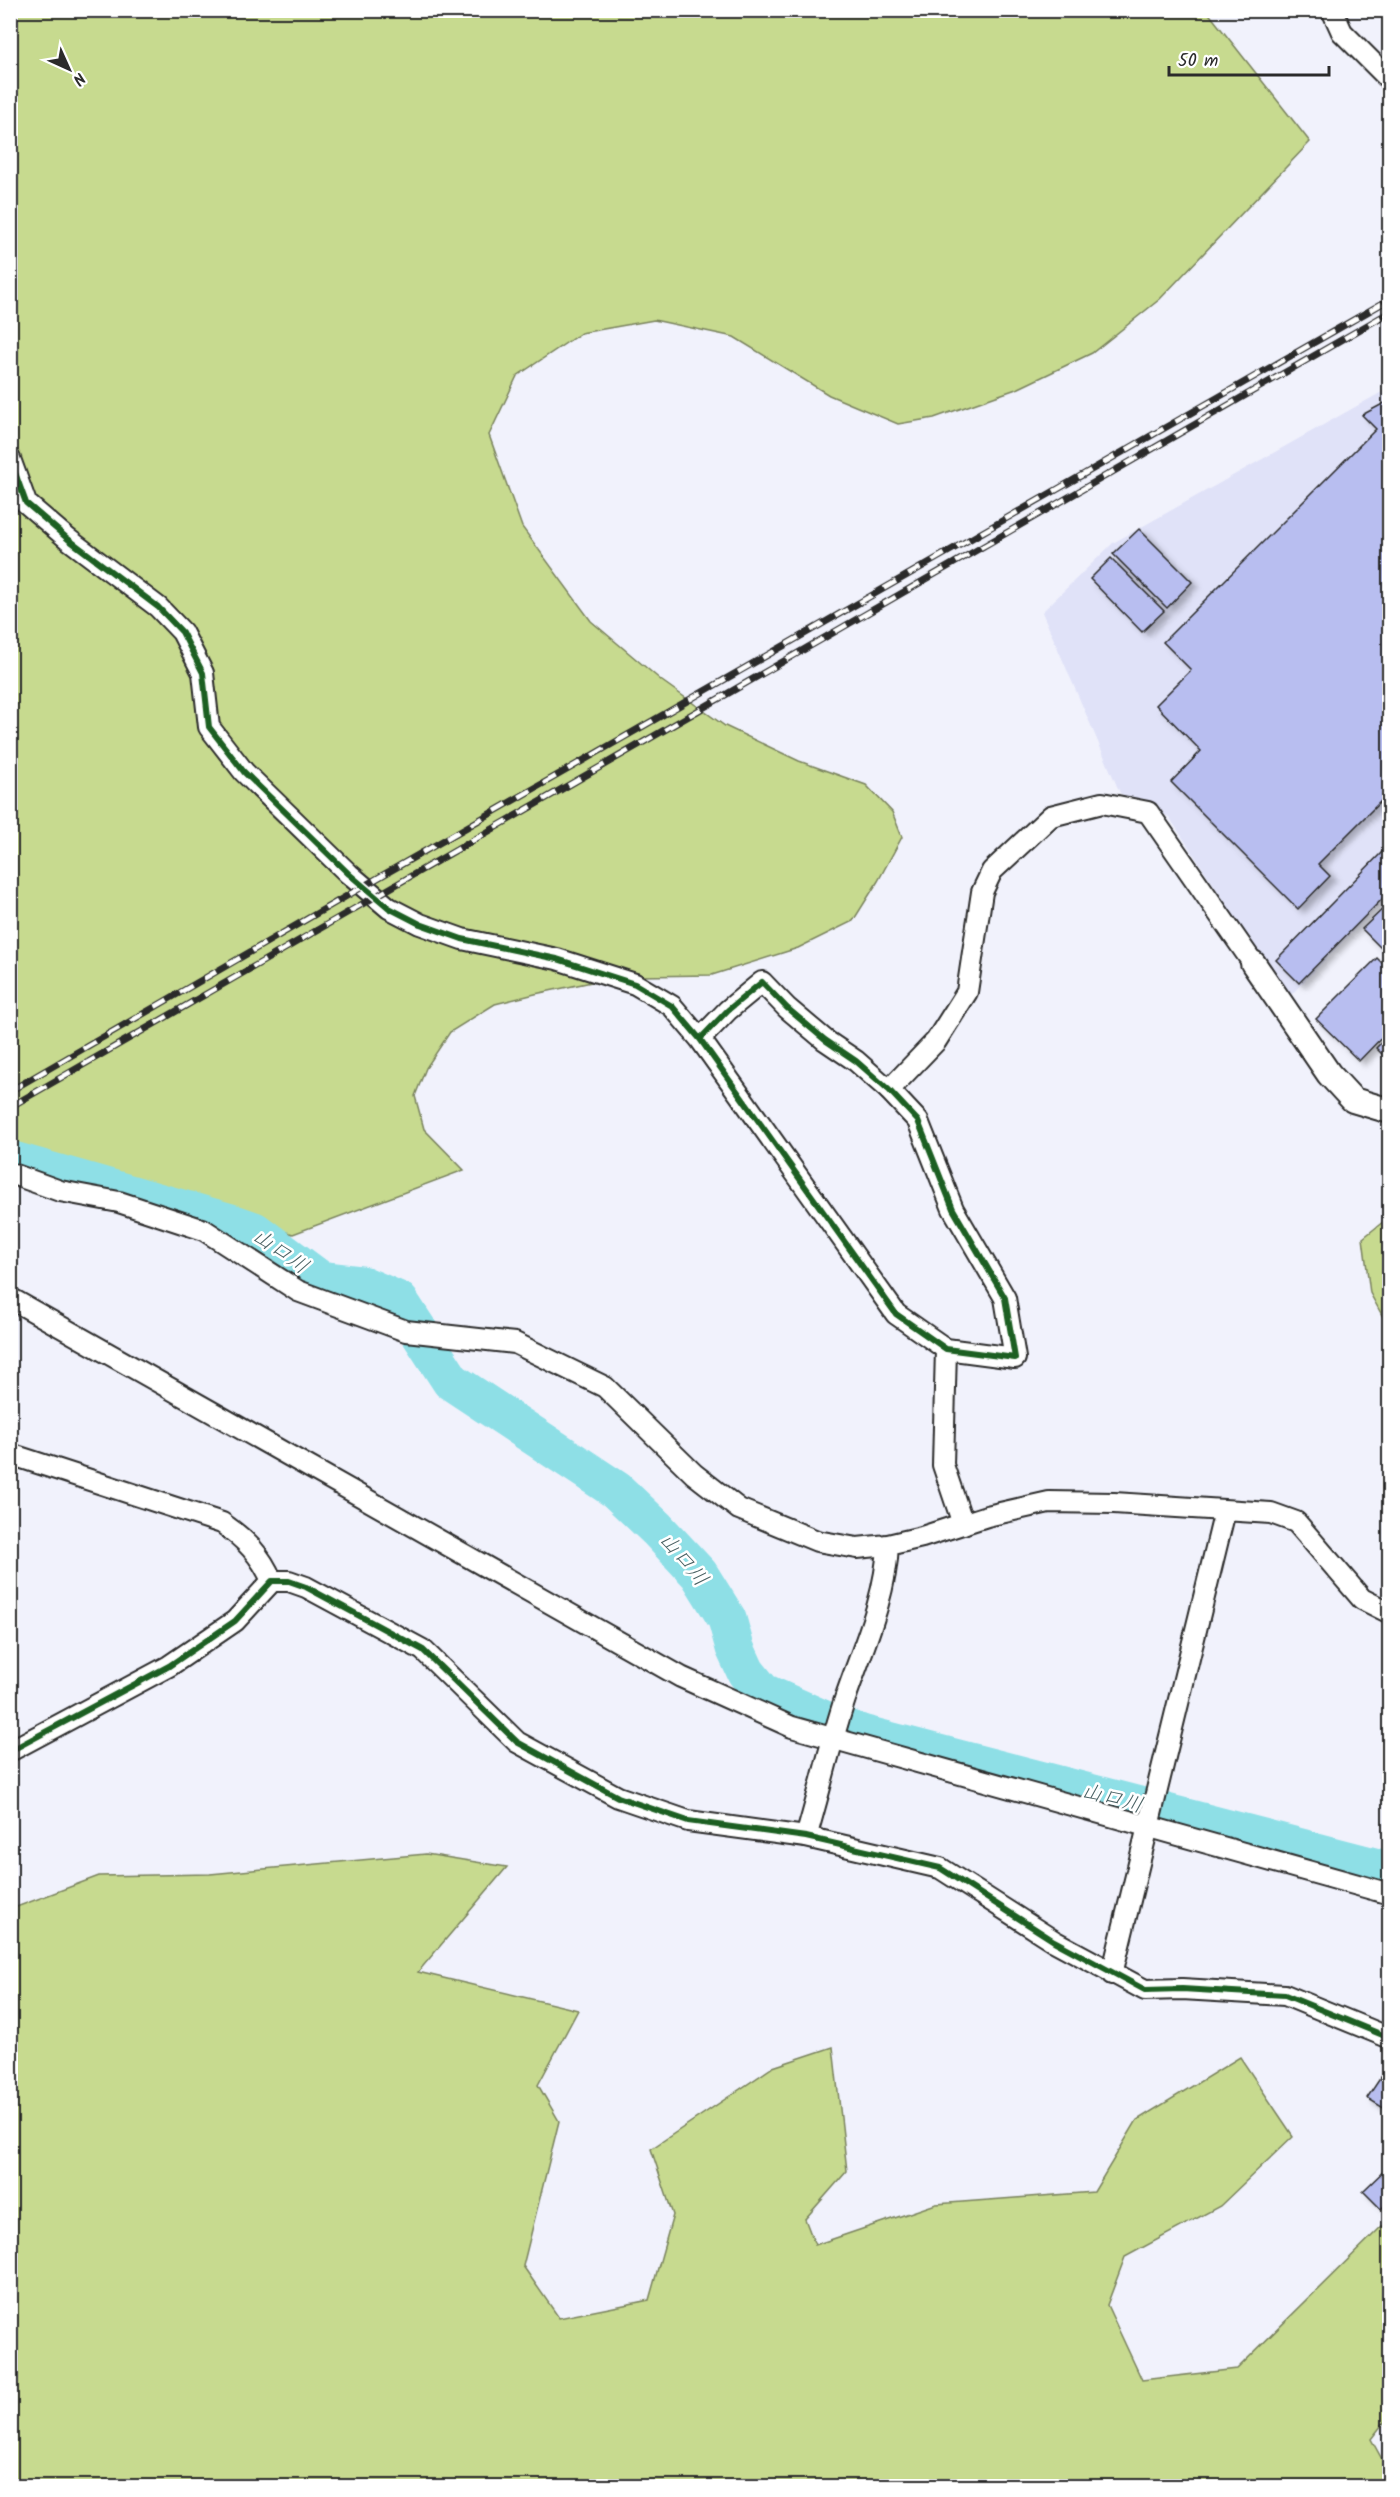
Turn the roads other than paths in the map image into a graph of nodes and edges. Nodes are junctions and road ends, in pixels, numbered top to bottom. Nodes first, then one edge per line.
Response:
1 (1332, 10) edge
2 (1389, 80) edge
3 (10, 459) edge
4 (1253, 963) joint
5 (700, 1039) junction
6 (889, 1090) junction
7 (1389, 1111) edge
8 (10, 1173) edge
9 (10, 1298) edge
10 (946, 1349) junction
11 (10, 1454) edge
12 (1225, 1511) junction
13 (963, 1524) junction
14 (888, 1545) junction
15 (272, 1581) junction
16 (1389, 1613) edge
17 (835, 1739) junction
18 (10, 1751) edge
19 (1146, 1827) junction
20 (806, 1836) junction
21 (1389, 1894) edge
22 (1112, 1974) junction
23 (1389, 2038) edge

1 - 2 street
3 - 5 street
4 - 6 street
4 - 7 street
5 - 6 street
5 - 10 street
6 - 10 street
8 - 14 street
9 - 17 street
10 - 13 street
11 - 15 street
12 - 13 street
12 - 16 street
12 - 19 street
13 - 14 street
14 - 17 street
15 - 18 street
15 - 20 street
17 - 19 street
17 - 20 street
19 - 21 street
19 - 22 street
20 - 22 street
22 - 23 street

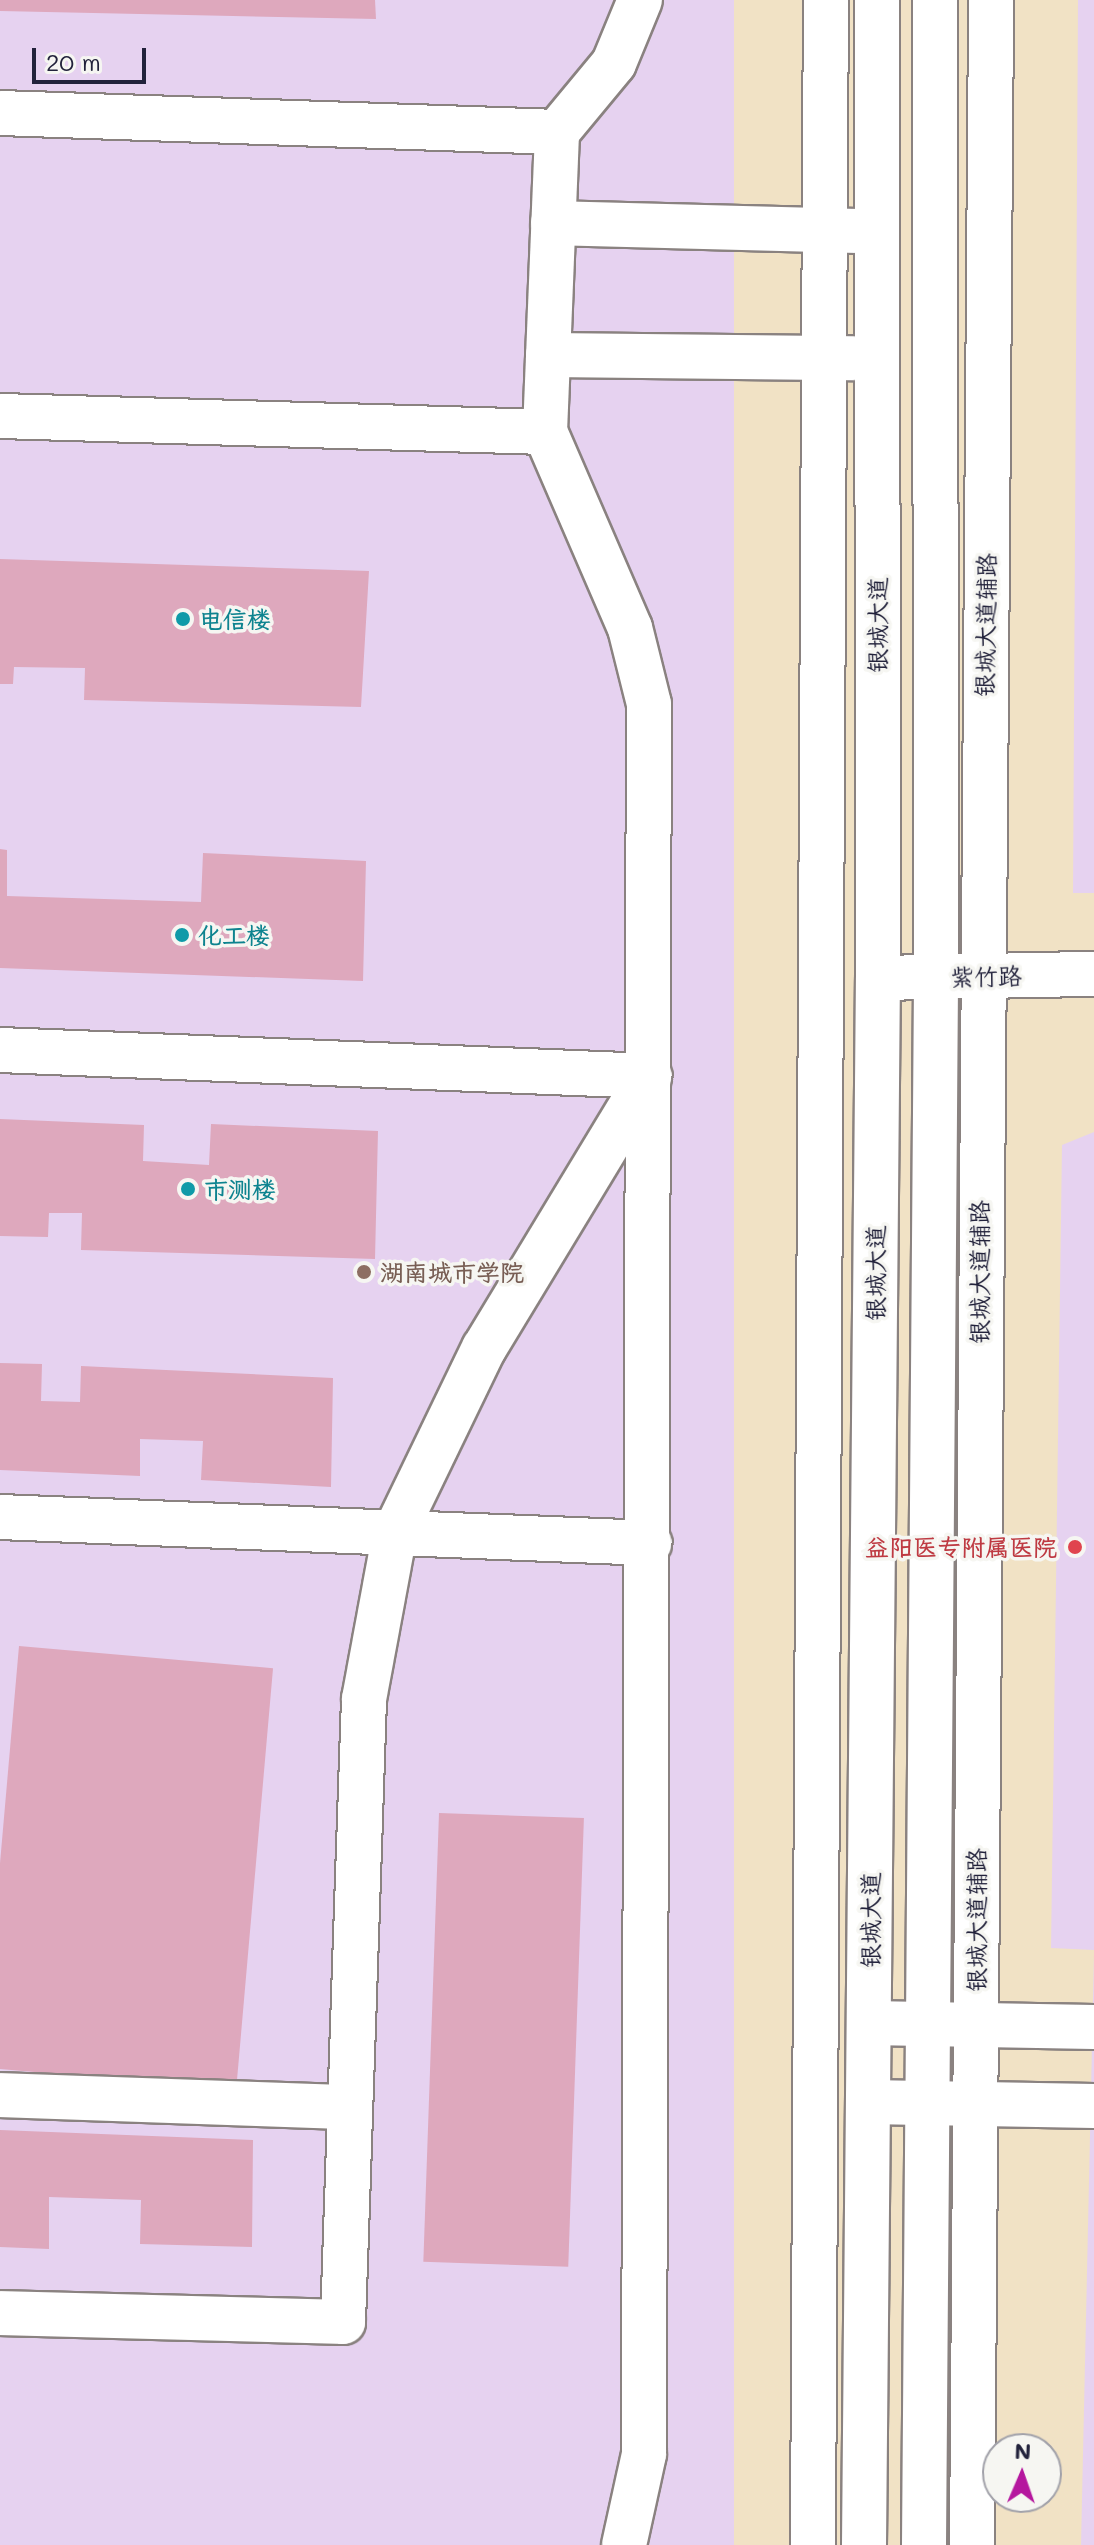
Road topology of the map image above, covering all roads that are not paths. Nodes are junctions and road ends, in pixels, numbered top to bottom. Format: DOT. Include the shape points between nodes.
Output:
graph roads {
  1 [pos="640,0"];
  2 [pos="826,0"];
  3 [pos="877,0"];
  4 [pos="935,0"];
  5 [pos="991,0"];
  6 [pos="0,113"];
  7 [pos="557,132"];
  8 [pos="553,223"];
  9 [pos="877,232"];
  10 [pos="548,355"];
  11 [pos="877,359"];
  12 [pos="0,416"];
  13 [pos="545,432"];
  14 [pos="1094,974"];
  15 [pos="981,976"];
  16 [pos="936,977"];
  17 [pos="878,978"];
  18 [pos="0,1050"];
  19 [pos="649,1076"];
  20 [pos="0,1517"];
  21 [pos="395,1532"];
  22 [pos="649,1543"];
  23 [pos="869,2023"];
  24 [pos="928,2024"];
  25 [pos="975,2024"];
  26 [pos="1094,2027"];
  27 [pos="0,2095"];
  28 [pos="868,2102"];
  29 [pos="927,2102"];
  30 [pos="974,2104"];
  31 [pos="1094,2106"];
  32 [pos="350,2107"];
  33 [pos="0,2313"];
  34 [pos="624,2545"];
  35 [pos="813,2545"];
  36 [pos="864,2545"];
  37 [pos="924,2545"];
  38 [pos="972,2545"];
  1 -- 7 [label="street" via="614,63"];
  2 -- 35 [label="street"];
  3 -- 9 [label="street, 银城大道"];
  4 -- 16 [label="street"];
  5 -- 15 [label="street, 银城大道辅路"];
  6 -- 7 [label="street"];
  7 -- 8 [label="street"];
  8 -- 9 [label="street"];
  8 -- 10 [label="street"];
  9 -- 11 [label="street, 银城大道"];
  10 -- 11 [label="street"];
  10 -- 13 [label="street"];
  11 -- 17 [label="street, 银城大道"];
  12 -- 13 [label="street"];
  13 -- 19 [label="street" via="630,628 649,704"];
  14 -- 15 [label="street, 紫竹路"];
  15 -- 16 [label="street, 紫竹路"];
  15 -- 25 [label="street, 银城大道辅路"];
  16 -- 17 [label="street, 紫竹路"];
  16 -- 24 [label="street"];
  17 -- 23 [label="street, 银城大道"];
  18 -- 19 [label="street"];
  19 -- 21 [label="street" via="484,1348"];
  19 -- 22 [label="street"];
  20 -- 21 [label="street"];
  21 -- 22 [label="street"];
  21 -- 32 [label="street" via="364,1699"];
  22 -- 34 [label="street" via="644,2454"];
  23 -- 24 [label="street"];
  23 -- 28 [label="street, 银城大道"];
  24 -- 25 [label="street"];
  24 -- 29 [label="street"];
  25 -- 26 [label="street"];
  25 -- 30 [label="street, 银城大道辅路"];
  27 -- 32 [label="street"];
  28 -- 29 [label="street"];
  28 -- 36 [label="street, 银城大道"];
  29 -- 30 [label="street"];
  29 -- 37 [label="street"];
  30 -- 31 [label="street"];
  30 -- 38 [label="street, 银城大道辅路"];
  32 -- 33 [label="street" via="343,2322"];
}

════

TASK STATEMENT:
Find every line in the records above that contains the word "pixels", and copy each one.

REPLY:
Turn the roads other than paths in the map image into a graph of nodes and edges. Nodes are junctions and road ends, in pixels, numbered top to bottom. Nodes first, then one edge per line.
Road topology of the map image above, covering all roads that are not paths. Nodes are junctions and road ends, in pixels, numbered top to bottom. Format: DOT. Include the shape points between nodes.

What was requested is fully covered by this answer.